Elsa had been even more actively anti-Stalinist than Louis, publicly denouncing the behaviour of the Soviets in 1956 and translating the works of many banned Russian dissidents. Still, the two remained together and devoted to each other throughout the 1960s. That doesn’t mean they were faithful to each other, of course. Louis (who was bisexual) in particular had many male lovers, though he kept everything discreet for Elsa’s sake. Elsa died of a heart attack in 1970 at the age of 73. Louis was devastated.
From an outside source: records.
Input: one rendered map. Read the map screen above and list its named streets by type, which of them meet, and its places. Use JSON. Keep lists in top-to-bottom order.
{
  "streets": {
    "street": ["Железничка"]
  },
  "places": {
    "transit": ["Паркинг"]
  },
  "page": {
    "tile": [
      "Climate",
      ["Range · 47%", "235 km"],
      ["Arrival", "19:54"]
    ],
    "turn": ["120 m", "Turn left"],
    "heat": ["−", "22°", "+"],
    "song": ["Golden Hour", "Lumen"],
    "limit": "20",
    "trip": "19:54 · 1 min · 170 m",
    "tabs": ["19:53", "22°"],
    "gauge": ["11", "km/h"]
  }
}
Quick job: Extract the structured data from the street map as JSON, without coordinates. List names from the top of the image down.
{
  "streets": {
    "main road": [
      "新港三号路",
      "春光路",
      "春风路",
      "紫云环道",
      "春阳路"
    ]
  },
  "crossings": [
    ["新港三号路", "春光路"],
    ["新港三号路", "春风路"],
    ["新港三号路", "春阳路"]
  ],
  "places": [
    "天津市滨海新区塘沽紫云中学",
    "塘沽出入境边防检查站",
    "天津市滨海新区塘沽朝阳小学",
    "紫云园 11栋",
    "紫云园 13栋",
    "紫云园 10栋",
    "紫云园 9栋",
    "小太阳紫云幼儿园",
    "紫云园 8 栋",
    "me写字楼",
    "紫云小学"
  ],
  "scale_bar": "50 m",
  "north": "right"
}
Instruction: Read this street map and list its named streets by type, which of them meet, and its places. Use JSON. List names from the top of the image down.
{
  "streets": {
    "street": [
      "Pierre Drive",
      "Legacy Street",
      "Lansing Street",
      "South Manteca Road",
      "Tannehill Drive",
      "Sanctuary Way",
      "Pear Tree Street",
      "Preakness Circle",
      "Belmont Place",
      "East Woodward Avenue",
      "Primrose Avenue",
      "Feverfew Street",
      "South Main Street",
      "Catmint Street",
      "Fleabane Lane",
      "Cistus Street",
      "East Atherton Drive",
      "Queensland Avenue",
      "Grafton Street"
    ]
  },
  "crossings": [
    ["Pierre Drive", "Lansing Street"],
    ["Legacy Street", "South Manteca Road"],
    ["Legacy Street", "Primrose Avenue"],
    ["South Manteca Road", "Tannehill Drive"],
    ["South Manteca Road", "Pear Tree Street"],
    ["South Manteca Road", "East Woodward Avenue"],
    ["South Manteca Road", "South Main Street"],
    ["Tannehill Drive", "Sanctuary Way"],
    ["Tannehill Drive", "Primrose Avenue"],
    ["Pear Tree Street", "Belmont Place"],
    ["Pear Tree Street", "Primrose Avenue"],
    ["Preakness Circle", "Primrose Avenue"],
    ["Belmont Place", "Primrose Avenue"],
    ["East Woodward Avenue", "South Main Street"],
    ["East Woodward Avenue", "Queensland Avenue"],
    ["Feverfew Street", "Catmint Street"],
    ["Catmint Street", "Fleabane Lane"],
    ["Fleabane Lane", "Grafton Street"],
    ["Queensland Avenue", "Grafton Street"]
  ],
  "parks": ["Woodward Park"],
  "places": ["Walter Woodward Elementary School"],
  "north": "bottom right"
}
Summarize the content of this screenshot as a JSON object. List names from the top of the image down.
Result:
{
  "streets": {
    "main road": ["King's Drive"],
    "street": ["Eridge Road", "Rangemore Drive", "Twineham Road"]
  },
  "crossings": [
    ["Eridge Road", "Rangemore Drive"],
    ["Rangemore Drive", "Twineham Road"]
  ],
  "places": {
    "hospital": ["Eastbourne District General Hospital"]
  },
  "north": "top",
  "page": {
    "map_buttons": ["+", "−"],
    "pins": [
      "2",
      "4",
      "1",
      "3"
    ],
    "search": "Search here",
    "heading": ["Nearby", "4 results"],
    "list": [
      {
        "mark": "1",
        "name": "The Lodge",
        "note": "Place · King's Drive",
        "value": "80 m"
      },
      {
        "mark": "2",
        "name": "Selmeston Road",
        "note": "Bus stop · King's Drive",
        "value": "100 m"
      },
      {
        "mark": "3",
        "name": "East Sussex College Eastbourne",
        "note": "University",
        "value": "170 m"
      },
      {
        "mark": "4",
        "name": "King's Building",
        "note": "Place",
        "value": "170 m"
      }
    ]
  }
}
As a result (and due to his own advanced age) he stepped back from politics and editing, and devoted himself to writing entirely. He re-embraced the artistic connection of his youth, and possibly his most famous work from that period was his novel/biography about the painter Henri Matisse. After that he returned to his Surrealist roots, as well as more openly displaying his sexuality by attending Parisian gay pride parades in a pink convertible. He died on Christmas Eve in 1982 and was buried next to Elsa in a private park on his property. His career was almost a history of French literary traditions throughout the 20th century, and to this day it remains popular and influential.

Images via wikimedia except where stated.

[1] “The first tear costs 200 francs.” A sentence which was posted in billiard halls in France to inform people of the fine that they would face for tearing the felt on a table; but more importantly also the code phrase used by the BBC to tell the resistance that the D-Day landings had begun.